Participants
  • Mohamed-Ali Kammoun (conférencier)

Publié depuis la fin du xxe siècle sous des labels de type ethnique ou world music, l’art musical arabe reflète aujourd’hui à l’échelle internationale une image plutôt stéréotypée et traditionaliste. Plusieurs facteurs auraient favorisé cette standardisation dont le soutien souvent excessif des politiques locales en faveur des productions conservatrices, au détriment d’un engagement stratégique pour la promotion de la création contemporaine. Pourtant, de plus en plus de nouvelles expressions musicales continuent à émerger dans le monde arabe, mettant autant en valeur des matériaux culturels endogènes, que d’autres enclavant les effets d’une large globalisation. Nous nous sommes déjà confrontés à ce phénomène dans une récente thèse de doctorat en musicologie portant sur « Les nouvelles tendances instrumentales en Tunisie. Enjeux esthétiques, culturels et didactiques entre jazz, modalité et métissage» (dir. Jean-Marc Chouvel, université de Paris-4, Sorbonne, 2009). Dans cette communication, nous évoquerons approximativement le même sujet, sous un angle de recherche artistique, à travers nos propres essais de composition.
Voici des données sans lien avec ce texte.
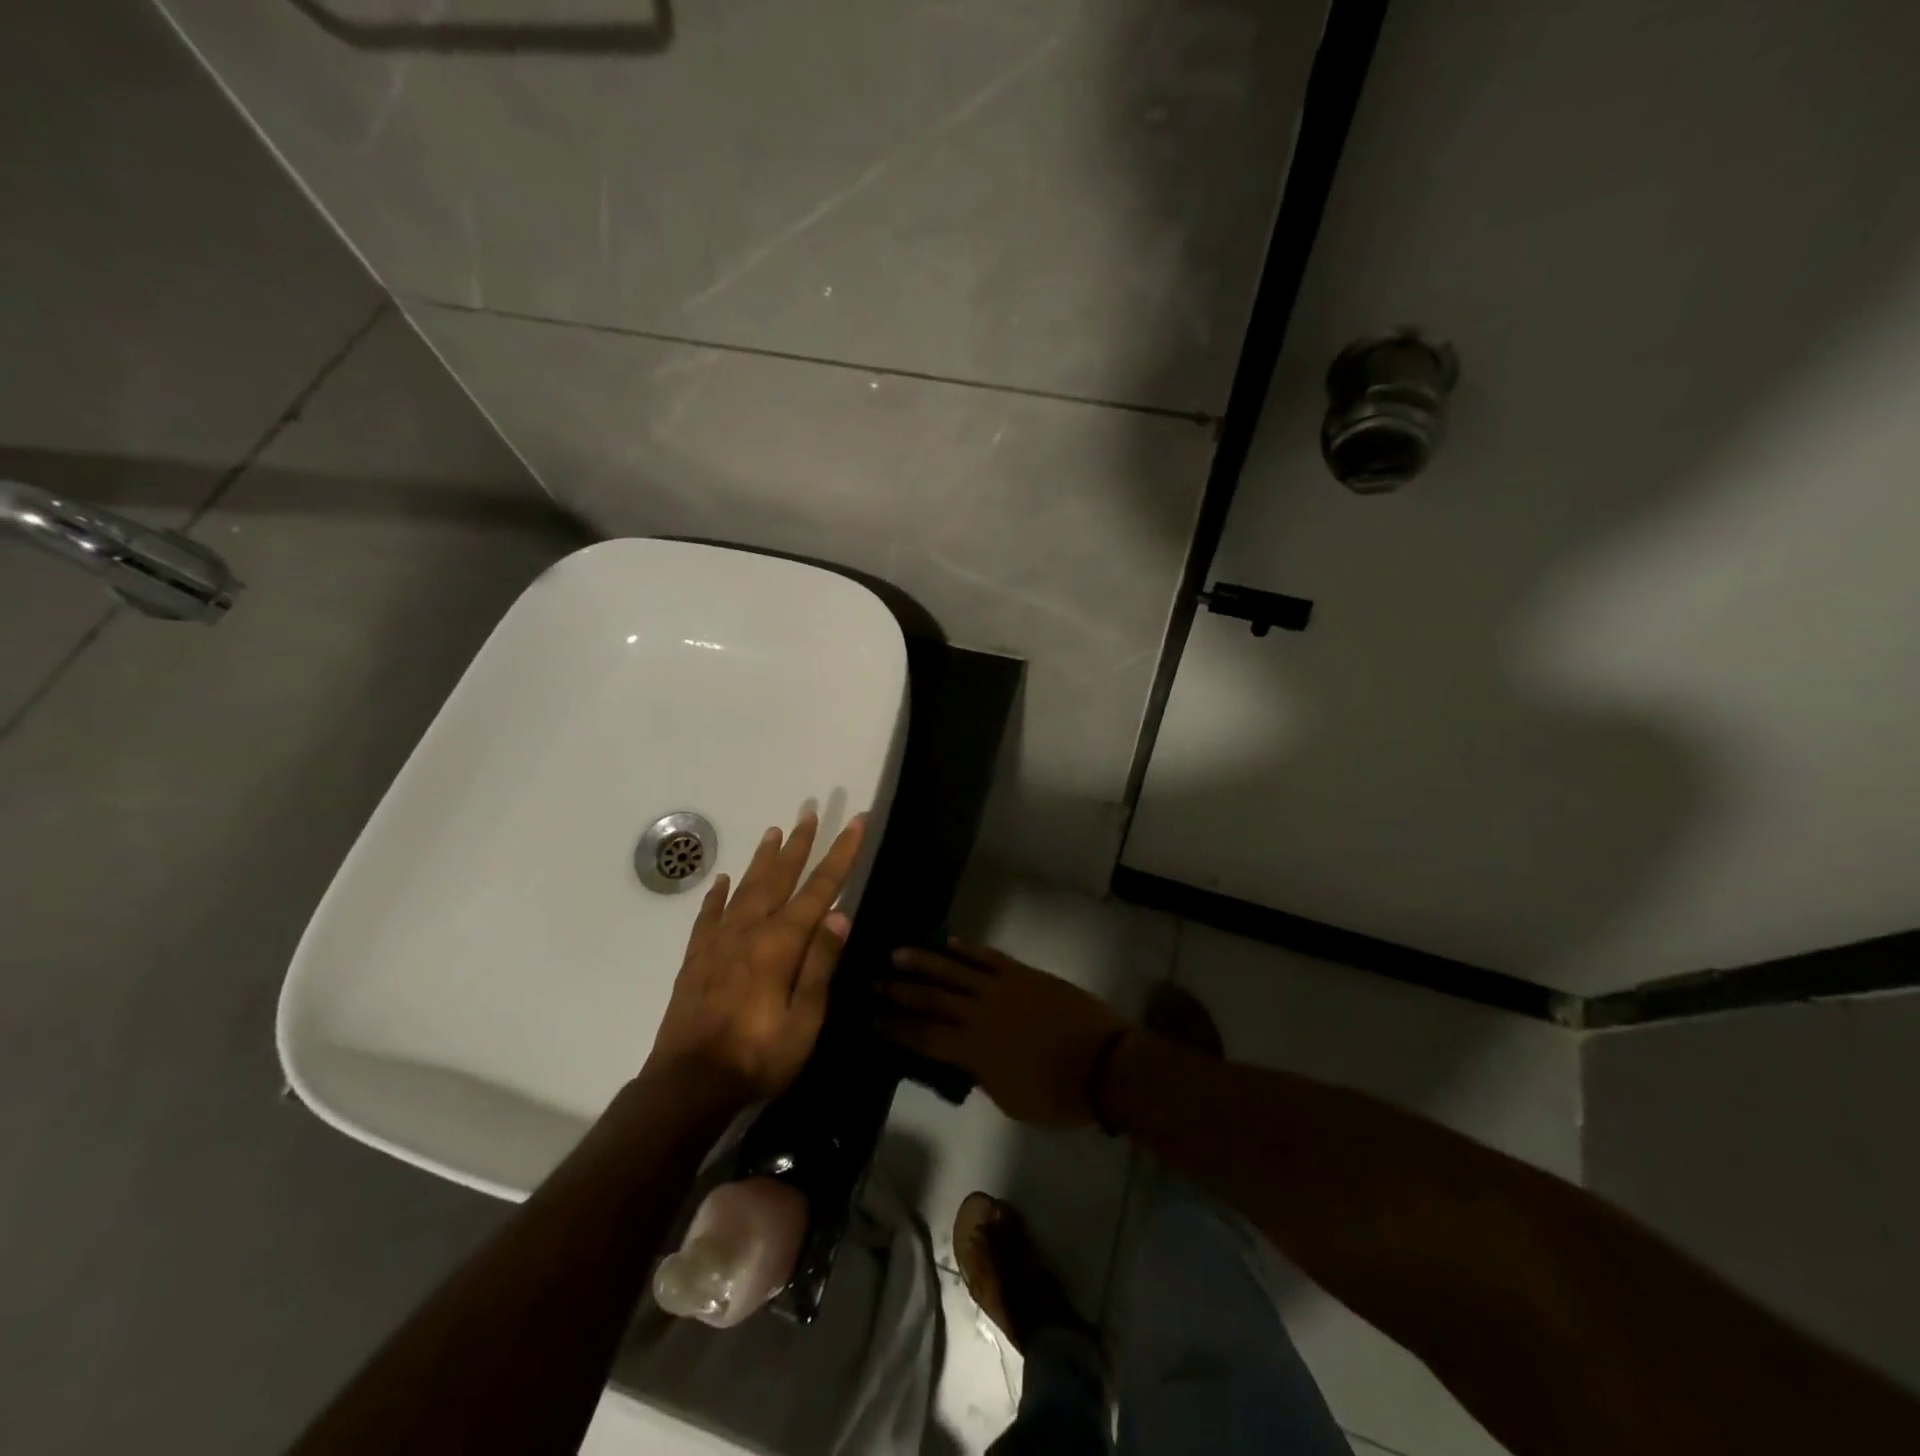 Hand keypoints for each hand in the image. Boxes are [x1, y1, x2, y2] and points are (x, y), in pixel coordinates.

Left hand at [646, 811, 866, 1105]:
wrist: (688, 1084)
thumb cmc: (758, 1056)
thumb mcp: (805, 1019)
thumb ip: (820, 964)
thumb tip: (840, 914)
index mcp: (781, 943)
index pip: (820, 888)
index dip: (841, 854)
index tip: (856, 822)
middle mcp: (750, 930)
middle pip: (780, 877)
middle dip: (799, 845)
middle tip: (809, 812)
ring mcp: (719, 941)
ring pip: (746, 887)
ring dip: (763, 859)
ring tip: (774, 831)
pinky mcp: (697, 957)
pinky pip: (709, 914)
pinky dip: (719, 894)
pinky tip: (723, 880)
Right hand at [877, 942, 1128, 1126]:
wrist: (1104, 1063)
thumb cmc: (1057, 1094)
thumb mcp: (1009, 1100)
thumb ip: (981, 1076)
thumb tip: (963, 1060)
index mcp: (973, 1050)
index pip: (923, 1036)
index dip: (895, 1027)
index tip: (870, 1018)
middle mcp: (979, 1013)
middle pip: (931, 998)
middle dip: (900, 991)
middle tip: (873, 981)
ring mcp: (1001, 988)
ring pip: (954, 970)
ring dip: (924, 961)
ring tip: (897, 953)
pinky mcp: (1023, 974)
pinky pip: (989, 957)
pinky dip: (967, 949)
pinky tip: (949, 942)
En première partie, nous essayerons d’expliciter certaines stratégies de l’arrangement de pièces du patrimoine traditionnel tunisien (musiques rituelles, bédouines et dites classiques comme le malûf, les sammâ’î, le taqsîm...). En effet, le jeu simultané de mélodies modales et d’un accompagnement réalisé au piano (tempéré) implique des stratégies spécifiques, tant pour l’harmonie que pour la conduite des voix. Nous présenterons, dans ce contexte, des analyses formelles de thèmes traditionnels réduits et développés polyphoniquement avec des variations. Nous décrirons, ensuite, certaines des procédures d’harmonisation modale entreprises sur des mélodies traditionnelles, faisant notamment référence au jazz contemporain. Puis, nous présenterons le concept du «contrepoint polyculturel», où nous faisons inter- venir dans une seule ligne mélodique secondaire un référent harmonique et un autre de vocabulaire modal de maqâm-s. Nous expliquerons aussi certains choix d’orchestration et de mélange de timbres. Enfin, nous parlerons de conception rythmique, notamment de l’utilisation de métriques variables issues de découpages paradigmatiques du matériau mélodique.

Nous aborderons, en deuxième partie, des questionnements esthétiques qui ne cessent de se poser dans notre travail de composition. Jusqu’à quel point peut-on se détacher de tout prétexte culturel et référentiel dans une démarche de création abstraite et instantanée ? Nous discuterons en l’occurrence de certaines limites auxquelles nous nous confrontons au niveau de l’improvisation, car c’est là où les enjeux de cohérence culturelle nous semblent des plus importants, à l’image des divergences des disciplines musicales en présence. Nous nous interrogerons enfin sur la légitimité artistique de ces types d’approches. Entre hybridité implicite et métissage explicite (intentionnel), opérant sur des langages musicaux d’apparence même antinomique, jusqu’à quel point, pourrait-on inscrire ce travail dans une sphère de nouvelles musiques authentiques et savantes ?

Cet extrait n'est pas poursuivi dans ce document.